Pensant protéger sa fille, le roi interdit que l’on file dans le royaume et fait détruire quenouilles et fuseaux. Mais le stratagème échoue, la princesse se blesse et s’endort.
Cent ans plus tard, un prince, charmant sans doute, mais surtout très curieux, finit par découvrir la princesse au milieu de son nid de ronces infranchissables (sauf pour lui) et il la réveille d’un baiser.
La vie reprend comme si de rien n’était, apparemment, et le conte s'achève sur l’inévitable : ils vécurent heureux et eurent…
Au fil du temps, des rencontres et des besoins, mon interprétation du conte a évolué.

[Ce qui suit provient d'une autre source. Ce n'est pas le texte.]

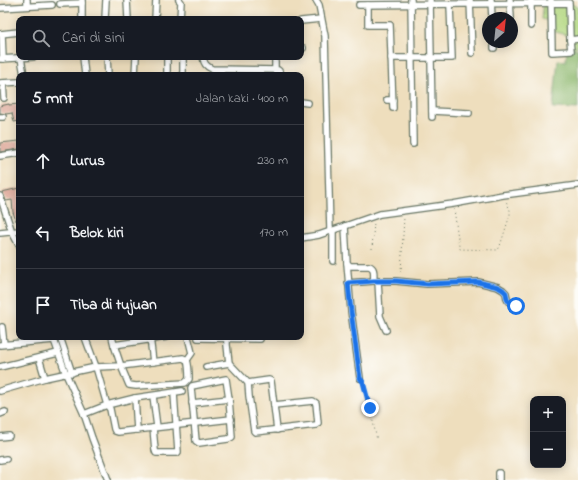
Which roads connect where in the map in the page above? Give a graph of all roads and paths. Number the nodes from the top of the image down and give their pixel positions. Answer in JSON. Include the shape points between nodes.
{"nodes":[{"id":1,"x":106,"y":0,"type":"edge"},
{"id":2,"x":127,"y":0,"type":"edge"},
{"id":3,"x":156,"y":0,"type":"edge"},
{"id":4,"x":160,"y":0,"type":"edge"},
{"id":5,"x":179,"y":0,"type":"edge"},
{"id":6,"x":316,"y":0,"type":"edge"},
{"id":7,"x":82,"y":1,"type":"edge"},
{"id":8,"x":375,"y":2,"type":"edge"},
{"id":9,"x":411,"y":2,"type":"edge"},
{"id":10,"x":430,"y":2,"type":"edge"},
{"id":11,"x":470,"y":2,"type":"edge"},
{"id":12,"x":491,"y":2,"type":"edge"},
{"id":13,"x":510,"y":2,"type":"edge"},
{"id":14,"x":531,"y":2,"type":"edge"},
{"id":15,"x":551,"y":2,"type":"edge"},
{"id":16,"x":27,"y":3,"type":"edge"},
{"id":17,"x":60,"y":4,"type":"dead end"},
{"id":18,"x":52,"y":5,"type":"dead end"},
{"id":19,"x":359,"y":5,"type":"dead end"},
{"id":20,"x":368,"y":5,"type":"junction"},
{"id":21,"x":450,"y":5,"type":"junction"},
{"id":22,"x":0,"y":8,"type":"edge"},
{"id":23,"x":492,"y":12,"type":"edge"},
{"id":24,"x":511,"y":12,"type":"edge"},
{"id":25,"x":82,"y":16,"type":"edge"},
{"id":26,"x":105,"y":16,"type":"edge"},
{"id":27,"x":128,"y":16,"type":"edge"},
{"id":28,"x":155,"y":16,"type":"edge"},
{"id":29,"x":159,"y":16,"type":"edge"},
{"id":30,"x":180,"y":16,"type":"edge"},
{"id":31,"x":321,"y":19,"type":"junction"},
{"id":32,"x":304,"y":21,"type":"edge"},
{"id":33,"x":532,"y":26,"type":"dead end"},
{"id":34,"x":16,"y":32,"type":"edge"},
{"id":35,"x":1,"y":34,"type":"edge"},
{"id":36,"x":578,"y":39,"type":"edge"},
{"id":37,"x":570,"y":40,"type":"junction"},
{"id":38,"x":472,"y":53,"type":"dead end"},
{"id":39,"x":16,"y":58,"type":"edge"},
{"id":40,"x":391,"y":58,"type":"junction"},
{"id":41,"x":411,"y":58,"type":"junction"},
{"id":42,"x":431,"y":58,"type":"junction"},
{"id":43,"x":1,"y":59,"type":"edge"},
{"id":44,"x":21,"y":60,"type":"edge"},
{"id":45,"x":83,"y":60,"type":"edge"},
{"id":46,"x":107,"y":60,"type":"edge"},
{"id":47,"x":136,"y":60,"type":"edge"},
{"id":48,"x":167,"y":60,"type":"edge"},
{"id":49,"x":183,"y":60,"type":"edge"},
{"id":50,"x":204,"y":60,"type":"edge"},
{"id":51,"x":275,"y":60,"type":"edge"},
{"id":52,"x":275,"y":70,"type":"junction"},
{"id":53,"x":23,"y":72,"type":"edge"},
{"id":54,"x":85,"y":72,"type":"edge"},
{"id":55,"x":108,"y":72,"type":"edge"},
{"id":56,"x":135,"y":72,"type":"edge"},
{"id":57,"x":168,"y":72,"type":"edge"},
{"id":58,"x":183,"y":72,"type":"edge"},
{"id":59,"x":246,"y":72,"type":"edge"},
{"id":60,"x":279,"y":72,"type":"edge"},
{"id":61,"x":16,"y":82,"type":"edge"},
{"id":62,"x":1,"y":83,"type":"edge"},
{"id":63,"x":4,"y":98,"type":"dead end"},
{"id":64,"x":304,"y":102,"type":"edge"},
{"id":65,"x":308,"y":102,"type":"dead end"},
{"id":66,"x":393,"y":108,"type":"dead end"},
{"id":67,"x":469,"y":113,"type":"dead end"},
{"id":68,"x":413,"y":144,"type":"dead end"},
{"id":69,"x":16,"y":153,"type":"edge"},
{"id":70,"x":0,"y":156,"type":"edge"},
{"id":71,"x":578,"y":185,"type":"edge"},
{"id":72,"x":503,"y":195,"type":"junction"},
{"id":73,"x":0,"y":196,"type":"edge"},
{"id":74,"x":453,"y":204,"type":"junction"},
{"id":75,"x":404,"y":210,"type":"junction"},
{"id":76,"x":374,"y":216,"type":"junction"},
{"id":77,"x":345,"y":226,"type":"junction"},
{"id":78,"x":16,"y":231,"type":"edge"},
{"id":79,"x":332,"y":231,"type":"junction"},
{"id":80,"x":12,"y":232,"type":"junction"},
{"id":81,"x":0,"y":233,"type":"edge"},
{"id":82,"x":304,"y":238,"type":"edge"},
{"id":83,"x":16,"y":239,"type":"edge"},
{"id":84,"x":372,"y":249,"type":"dead end"},
{"id":85,"x":333,"y":261,"type":"dead end"},
{"id":86,"x":347,"y":263,"type":"junction"},
{"id":87,"x":401,"y":272,"type":"dead end"},
{"id":88,"x":376,"y":281,"type":"junction"},
{"id":89,"x":348,"y":283,"type":"junction"},
{"id":90,"x":516,"y":306,"type":"dead end"},
{"id":91,"x":2,"y":327,"type":"dead end"},
{"id":92,"x":386,"y":330,"type":"dead end"},
{"id":93,"x":23,"y":340,"type":"edge"},
{"id":94,"x":54,"y":340,"type":"edge"},
{"id":95,"x":61,"y":340,"type":"edge"},
{"id":96,"x":86,"y":340,"type":"edge"},
{"id":97,"x":113,"y":340,"type":"edge"},
{"id":98,"x":131,"y":340,"type":"edge"},
{"id":99,"x":150,"y":340,"type":"edge"},
{"id":100,"x":189,"y":340,"type":"edge"},
{"id":101,"x":228,"y":340,"type":"edge"},
{"id":102,"x":2,"y":345,"type":"edge"},
{"id":103,"x":114,"y":345,"type":"junction"},
{"id":104,"x":58,"y":353,"type":"junction"},
{"id":105,"x":39,"y":358,"type":"junction"},
{"id":106,"x":187,"y":360,"type":"junction"},
{"id":107,"x":152,"y":362,"type":"junction"},
{"id":108,"x":230,"y":363,"type":"junction"},
{"id":109,"x":121,"y":366,"type":"junction"},
{"id":110,"x":0,"y":367,"type":"edge"},
{"id":111,"x":96,"y":367,"type":"junction"},
{"id":112,"x":206,"y":367,"type":"dead end"},
{"id":113,"x":69,"y":374,"type":"junction"},
{"id":114,"x":44,"y":378,"type":"junction"},
{"id":115,"x":360,"y":378,"type":"joint"},
{"id":116,"x":248,"y":383,"type":"junction"},
{"id":117,"x":0,"y":391,"type":"edge"},
{"id":118,"x":182,"y":392,"type":"dead end"},
{"id":119,"x":174,"y":393,"type":"junction"},
{"id":120,"x":153,"y":396,"type":"junction"},
{"id":121,"x":135,"y":398,"type":"junction"},
{"id":122,"x":229,"y":399,"type":"junction"},
{"id":123,"x":192,"y":403,"type":"junction"},
{"id":124,"x":107,"y":405,"type":"junction"},
{"id":125,"x":274,"y":406,"type":"junction"},
{"id":126,"x":84,"y":414,"type":"junction"},
{"id":127,"x":231,"y":419,"type":"junction"},
{"id":128,"x":194,"y":423,"type":"junction"},
{"id":129,"x":176,"y":425,"type":"junction"},
{"id":130,"x":155,"y":428,"type":"junction"},
{"id":131,"x":137,"y":430,"type":"junction"},
{"id":132,"x":277,"y":430,"type":"junction"},
{"id":133,"x":9,"y":436,"type":"dead end"},
{"id":134,"x":0,"y":437,"type":"edge"},
{"id":135,"x":377,"y":440,"type":"dead end"},
{"id":136,"x":499,"y":473,"type":"dead end"},
{"id":137,"x":108,"y":480,"type":"edge"},
{"id":138,"x":499,"y":480,"type":"edge"}],
"edges":[{"from":1,"to":26,"type":"street"},
{"from":2,"to":27,"type":"street"},
{"from":3,"to":28,"type":"street"},
{"from":4,"to":29,"type":"street"},
{"from":5,"to":30,"type":"street"},
{"from":6,"to":31,"type":"street"},
{"from":7,"to":17,"type":"street"},
{"from":7,"to":25,"type":"street"},
{"from":8,"to":9,"type":"street"},
{"from":8,"to":20,"type":"street"},
{"from":9,"to":10,"type":"street"},
{"from":9,"to":41,"type":"street"},
{"from":10,"to":21,"type":"street"},
{"from":10,"to":42,"type":"street"},
{"from":11,"to":12,"type":"street"},
{"from":11,"to":21,"type":"street"},
{"from":11,"to":38,"type":"street"},
{"from":12,"to":13,"type":"street"},
{"from":12,"to":23,"type":"street"},
{"from":13,"to":14,"type":"street"},
{"from":13,"to":24,"type":"street"},
{"from":14,"to":15,"type":"street"},
{"from":14,"to":33,"type":"street"},
{"from":15,"to":37,"type":"street","via":[[570,3]]},
{"from":15,"to":37,"type":"street","via":[[552,52],[571,51]]},
{"from":16,"to":18,"type":"street"},
{"from":16,"to":22,"type":"street"},
{"from":19,"to":20,"type":"street"},
{"from":20,"to":40,"type":"street","via":[[368,25],[390,25]]},
{"from":21,"to":42,"type":"street","via":[[452,58]]},
{"from":31,"to":32,"type":"street"},
{"from":31,"to":79,"type":"street","via":[[326,44]]},
{"from":34,"to":35,"type":"street"},
{"from":35,"to":43,"type":"street"},
{"from":36,"to":37,"type":"street"},
{"from":39,"to":43,"type":"street"},
{"from":40,"to":41,"type":"street"},
{"from":40,"to":66,"type":"street","via":[[390,100]]},
{"from":41,"to":42,"type":"street"},
{"from":41,"to":68,"type":"street"},
{"from":42,"to":67,"type":"street","via":[[432,114]]},
{"from":44,"to":53,"type":"street"},
{"from":45,"to":54,"type":"street"},
{"from":46,"to":55,"type":"street"},
{"from":47,"to":56,"type":"street"},
{"from":48,"to":57,"type":"street"},
{"from":49,"to":58,"type":"street"},
{"from":50,"to":59,"type":"street","via":[[212,69]]},
{"from":51,"to":52,"type":"street"},
{"from":52,"to":59,"type":"street"},
{"from":52,"to":60,"type":"street"},
{"from":61,"to":62,"type":"street"},
{"from":62,"to":63,"type":"street"},
{"from":64,"to":65,"type":"street"},
{"from":69,"to":70,"type":"street"},
{"from":71,"to":72,"type":"street"},
{"from":72,"to":74,"type":"street"},
{"from":72,"to":74,"type":"path","via":[[510,215],[498,250],[459,248]]},
{"from":73,"to":80,"type":"street"},
{"from":74,"to":75,"type":"street"},
{"from":75,"to":76,"type":"street"},
{"from":75,"to":87,"type":"path"},
{"from":76,"to":77,"type":"street"},
{"from":76,"to":84,"type":"path"},
{"from":77,"to":79,"type":"street"},
{"from":77,"to":86,"type":"street"},
{"from":78,"to":80,"type":"street"},
{"from":79,"to":82,"type":"street"},
{"from":79,"to":85,"type":"street"},
{"from":80,"to":81,"type":"street"},
{"from":80,"to":83,"type":"street"},
{"from":86,"to":88,"type":"street","via":[[350,266],[372,267]]},
{"from":86,"to":89,"type":"street"},
{"from":88,"to":89,"type":"street"},
{"from":88,"to":90,"type":"street","via":[[428,284],[478,282],[503,290],[508,301]]},
{"from":88,"to":92,"type":"street","via":[[380,316]]},
{"from":89,"to":115,"type":"street"},
{"from":91,"to":102,"type":"street"},
{"from":93,"to":102,"type":"street"},
{"from":94,"to":104,"type":"street"},
{"from":95,"to":113,"type":"street"},
{"from":96,"to":111,"type":"street"},
{"from":97,"to":103,"type":"street"},
{"from":98,"to":103,"type":"street"},
{"from":99,"to":107,"type":"street"},
{"from":100,"to":106,"type":"street","via":[[192,352]]},
{"from":101,"to":108,"type":"street"},
{"from":103,"to":109,"type":"street"},
{"from":104,"to":105,"type":"street"},
{"from":104,"to":113,"type":"street"},
{"from":105,"to":110,"type":"street"},
{"from":105,"to":114,"type":"street"},
{"from":106,"to":107,"type":"street","via":[[183,358]]},
{"from":106,"to":109,"type":"street","via":[[189,379],[185,383],[131,386]]},
{"from":107,"to":109,"type":"street"},
{"from":108,"to":112,"type":"street"},
{"from":108,"to":116,"type":"street"},
{"from":109,"to":111,"type":"street"},
{"from":111,"to":113,"type":"street"},
{"from":111,"to":124,"type":"street"},
{"from":113,"to":114,"type":"street"},
{"from":113,"to":126,"type":"street"},
{"from":114,"to":117,"type":"street"},
{"from":115,"to":135,"type":"path"},
{"from":116,"to":125,"type":"street","via":[[271,381]]},
{"from":116,"to":132,"type":"street","via":[[254,431]]},
{"from":118,"to":119,"type":"street"},
{"from":119,"to":120,"type":"street"},
{"from":119,"to":129,"type":"street"},
{"from":120,"to":121,"type":"street"},
{"from":120,"to":130,"type":"street"},
{"from":121,"to":124,"type":"street"},
{"from":121,"to":131,"type":"street"},
{"from":122,"to":123,"type":"street"},
{"from":122,"to":123,"type":"street","via":[[226,379],[192,386]]},
{"from":122,"to":127,"type":"street"},
{"from":123,"to":128,"type":"street"},
{"from":124,"to":126,"type":"street"},
{"from":124,"to":131,"type":"street","via":[[115,431]]},
{"from":125,"to":132,"type":"street"},
{"from":125,"to":132,"type":"street","via":[[310,401],[316,403],[317,424]]},
{"from":126,"to":137,"type":"street"},
{"from":127,"to":128,"type":"street"},
{"from":127,"to":128,"type":"street","via":[[231,438],[202,443],[196,441]]},
{"from":128,"to":129,"type":"street"},
{"from":129,"to":130,"type":"street"},
{"from":129,"to":130,"type":"street","via":[[177,453],[156,453]]},
{"from":130,"to":131,"type":"street"},
{"from":133,"to":134,"type":"street"},
{"from":136,"to":138,"type":"street"}]}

Quand j’écrivais l’histoire Le Fuseau, voilà comment je voyais la chose:
Plutôt que la grande méchante, j’envisageais la sorcière comme mentor, avec pour mission d’initier la princesse au monde adulte et de la guider vers la maturité.
Ce père, qui « oublie » de l’inviter dans la vie de sa fille, préférerait sans doute que cette dernière ne grandisse pas, ce qui lui permettrait de la garder pour lui, enfant, aimante et dépendante.
Il ne comprend pas qu’en l’empêchant d’apprendre à manier le fuseau, il refuse à l’enfant qu’il prétend aimer le droit de vivre sa vie de femme.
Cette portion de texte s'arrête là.